The problem: Where in the entries below does "Chimanbhai" appear? Copy every line that has it.

[Stored dataset items]
• • • •

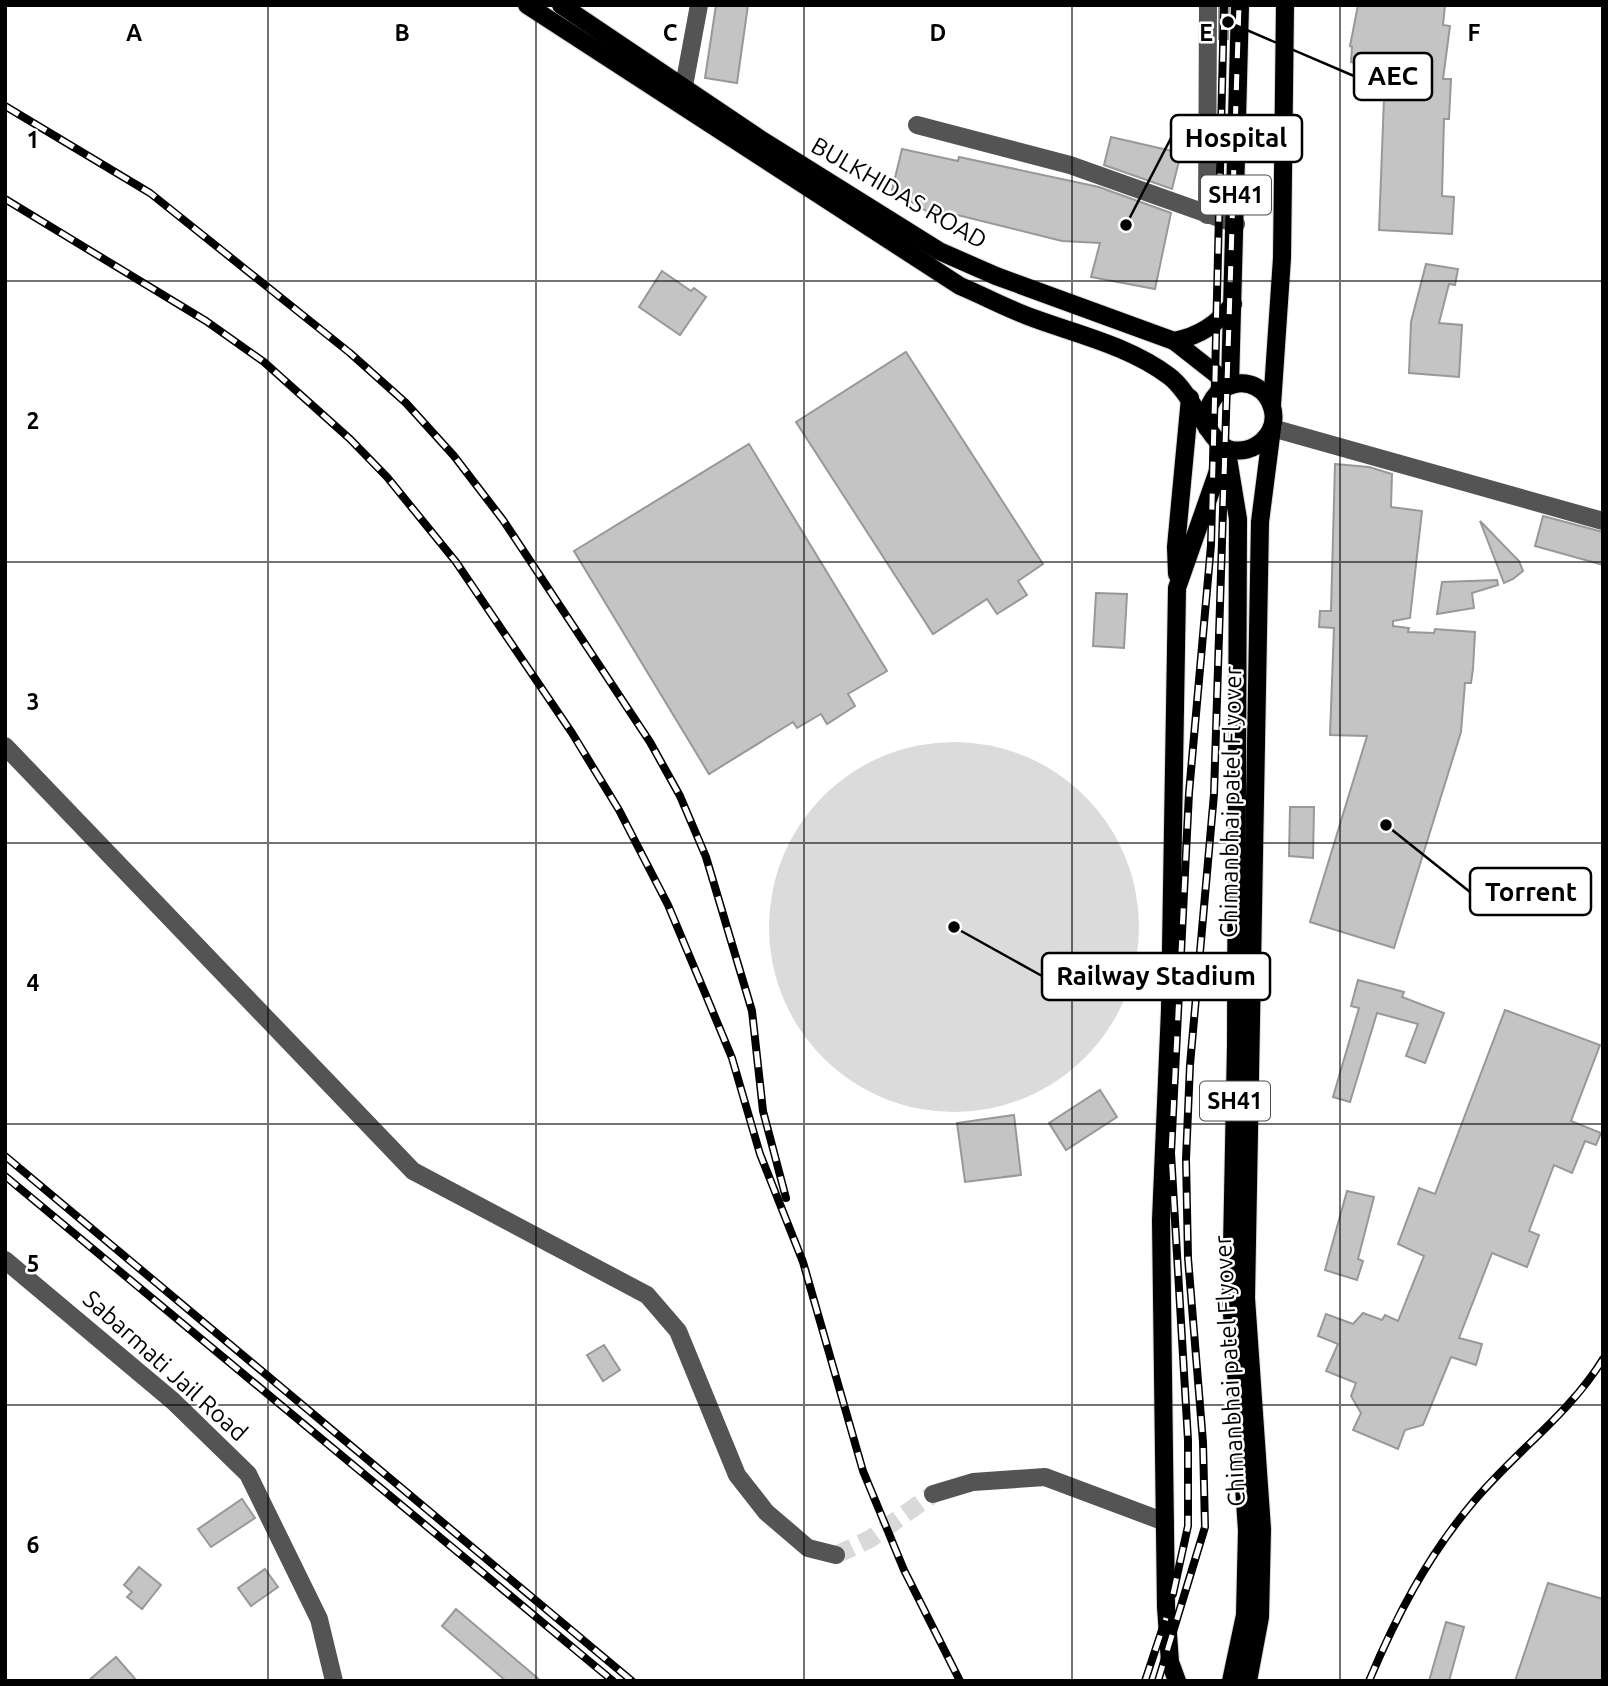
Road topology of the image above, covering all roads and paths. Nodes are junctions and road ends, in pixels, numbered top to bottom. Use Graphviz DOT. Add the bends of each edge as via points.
graph roads {
  1 [pos="527,5"];
  2 [pos="561,5"];
  3 [pos="699,5"];
  4 [pos="1208,5"];
  5 [pos="1240,5"];
  6 [pos="1285,5"];
  7 [pos="684,86"];
  8 [pos="680,106"];
  9 [pos="917,125"];
  10 [pos="1207,215"];
  11 [pos="1236,225"];
  12 [pos="1233,304"];
  13 [pos="1174,341"];
  14 [pos="1230,385"];
  15 [pos="1190,398"];
  16 [pos="1272,405"];
  17 [pos="1207,428"];
  18 [pos="1272,428"];
  19 [pos="1226,448"];
  20 [pos="1603,521"];
  21 [pos="1177,589"];
  22 [pos="5,746"];
  23 [pos="5,1260"];
  24 [pos="933,1494"];
  25 [pos="1165,1522"];
  26 [pos="836,1555"];
  27 [pos="1170,1662"];
  28 [pos="334,1681"];
  29 [pos="1177,1681"];
  30 [pos="1189,1681"];
  31 [pos="1231,1681"];
  32 [pos="1248,1681"];
  1 -- 8 [label="main road"];
  2 -- 7 [label="main road, BULKHIDAS ROAD"];
  3 -- 7 [label="street"];
  4 -- 10 [label="street"];
  5 -- 11 [label="main road, SH41"];
  6 -- 16 [label="main road, SH41" via="1282,258"];
  7 -- 8 [label="street"];
  7 -- 13 [label="main road, BULKHIDAS ROAD" via="939,251"];
  8 -- 15 [label="main road" via="960,286 1030,317 1120,348 1169,376"];
  9 -- 10 [label="street" via="1070,165"];
  10 -- 11 [label="street"];
  11 -- 12 [label="main road, SH41"];
  12 -- 13 [label="main road" via="1200,334"];
  12 -- 14 [label="main road, SH41"];
  13 -- 14 [label="main road, BULKHIDAS ROAD"];
  14 -- 16 [label="main road" via="1255,387"];
  14 -- 17 [label="main road" via="1210,401"];
  15 -- 17 [label="main road"];
  15 -- 21 [label="main road" via="1176,547"];
  16 -- 18 [label="main road"];
  17 -- 19 [label="main road"];
  18 -- 19 [label="main road" via="1253,448"];
  18 -- 20 [label="street"];
  18 -- 32 [label="main road, Chimanbhai patel Flyover / SH41" via="1260,522 1246,1298 1262,1529 1260,1617"];
  19 -- 21 [label="main road"];
  19 -- 31 [label="main road, Chimanbhai patel Flyover / SH41" via="1238,519 1231,1299 1247,1530 1245,1615"];
  21 -- 25 [label="main road" via="1170,1010 1161,1220"];
  22 -- 26 [label="street" via="413,1171 647,1296 678,1331 737,1475 766,1513 808,1548"];
  23 -- 28 [label="street, Sabarmati Jail Road" via="173,1401 248,1474 319,1619"];
  24 -- 25 [label="street" via="973,1482 1045,1477"];
  25 -- 27 [label="main road"];
  27 -- 29 [label="main road"];
  27 -- 30 [label="main road"];
}
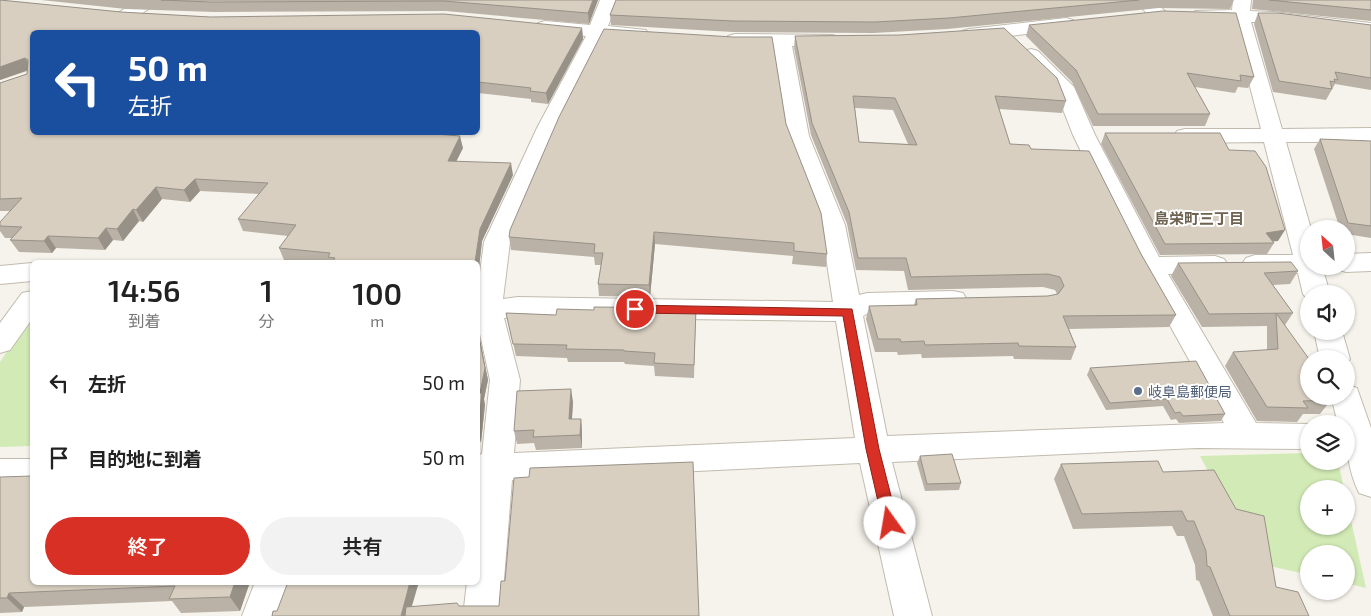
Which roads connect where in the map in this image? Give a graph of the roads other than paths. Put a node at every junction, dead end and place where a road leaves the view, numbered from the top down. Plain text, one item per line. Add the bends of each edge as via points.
1 (609, 0) edge
2 (1145, 0) edge
3 (1241, 8) edge
4 (153, 9) edge
5 (119, 11) edge
6 (1174, 15) junction
7 (1132, 17) edge
8 (1084, 21) edge
9 (530, 25) edge
10 (1371, 29) edge
11 (104, 30) edge
12 (1006, 30) junction
13 (595, 32) junction
14 (654, 35) edge
15 (947, 37) edge
16 (714, 39) edge
17 (782, 41) junction
18 (846, 41) edge
19 (1371, 135) edge
20 (1164, 136) edge
21 (1274, 136) junction
22 (1300, 231) edge
23 (1371, 262) edge
24 (1355, 263) edge
25 (1300, 264) edge
26 (1150, 266) junction
27 (30, 272) edge
28 (0, 275) edge
29 (974, 300) edge
30 (30, 303) edge
31 (483, 310) edge
32 (848, 312) junction
33 (0, 343) edge
34 (1349, 405) edge
35 (1247, 436) junction
36 (1300, 436) edge
37 (1358, 437) edge
38 (873, 449) junction
39 (487, 468) edge
40 (30, 472) edge
41 (0, 473) edge
42 (1371, 483) edge
43 (273, 585) edge
44 (261, 616) edge
45 (482, 616) edge
46 (913, 616) edge

1 - 13 street
2 - 6 street
3 - 6 street
3 - 10 street via 1273,17
3 - 21 street
4 - 5 street
5 - 11 street
6 - 7 street
8 - 12 street
9 - 13 street
12 - 15 street
12 - 26 street via 1064,87 1094,135
13 - 14 street
13 - 31 street via 592,45 548,128 497,242
16 - 17 street
17 - 18 street
17 - 32 street via 798,136 833,225
19 - 21 street
20 - 21 street
21 - 22 street
23 - 24 street
25 - 26 street
26 - 35 street
27 - 28 street
29 - 32 street via 867,302
30 - 33 street
31 - 32 street via 518,307
31 - 39 street via 505,380
32 - 38 street
34 - 37 street
35 - 36 street
35 - 38 street
37 - 42 street
38 - 39 street
38 - 46 street
39 - 45 street
40 - 41 street
43 - 44 street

• • • •

Written answer:
  18 -- 32 [label="main road, Chimanbhai patel Flyover / SH41" via="1260,522 1246,1298 1262,1529 1260,1617"];
  19 -- 31 [label="main road, Chimanbhai patel Flyover / SH41" via="1238,519 1231,1299 1247,1530 1245,1615"];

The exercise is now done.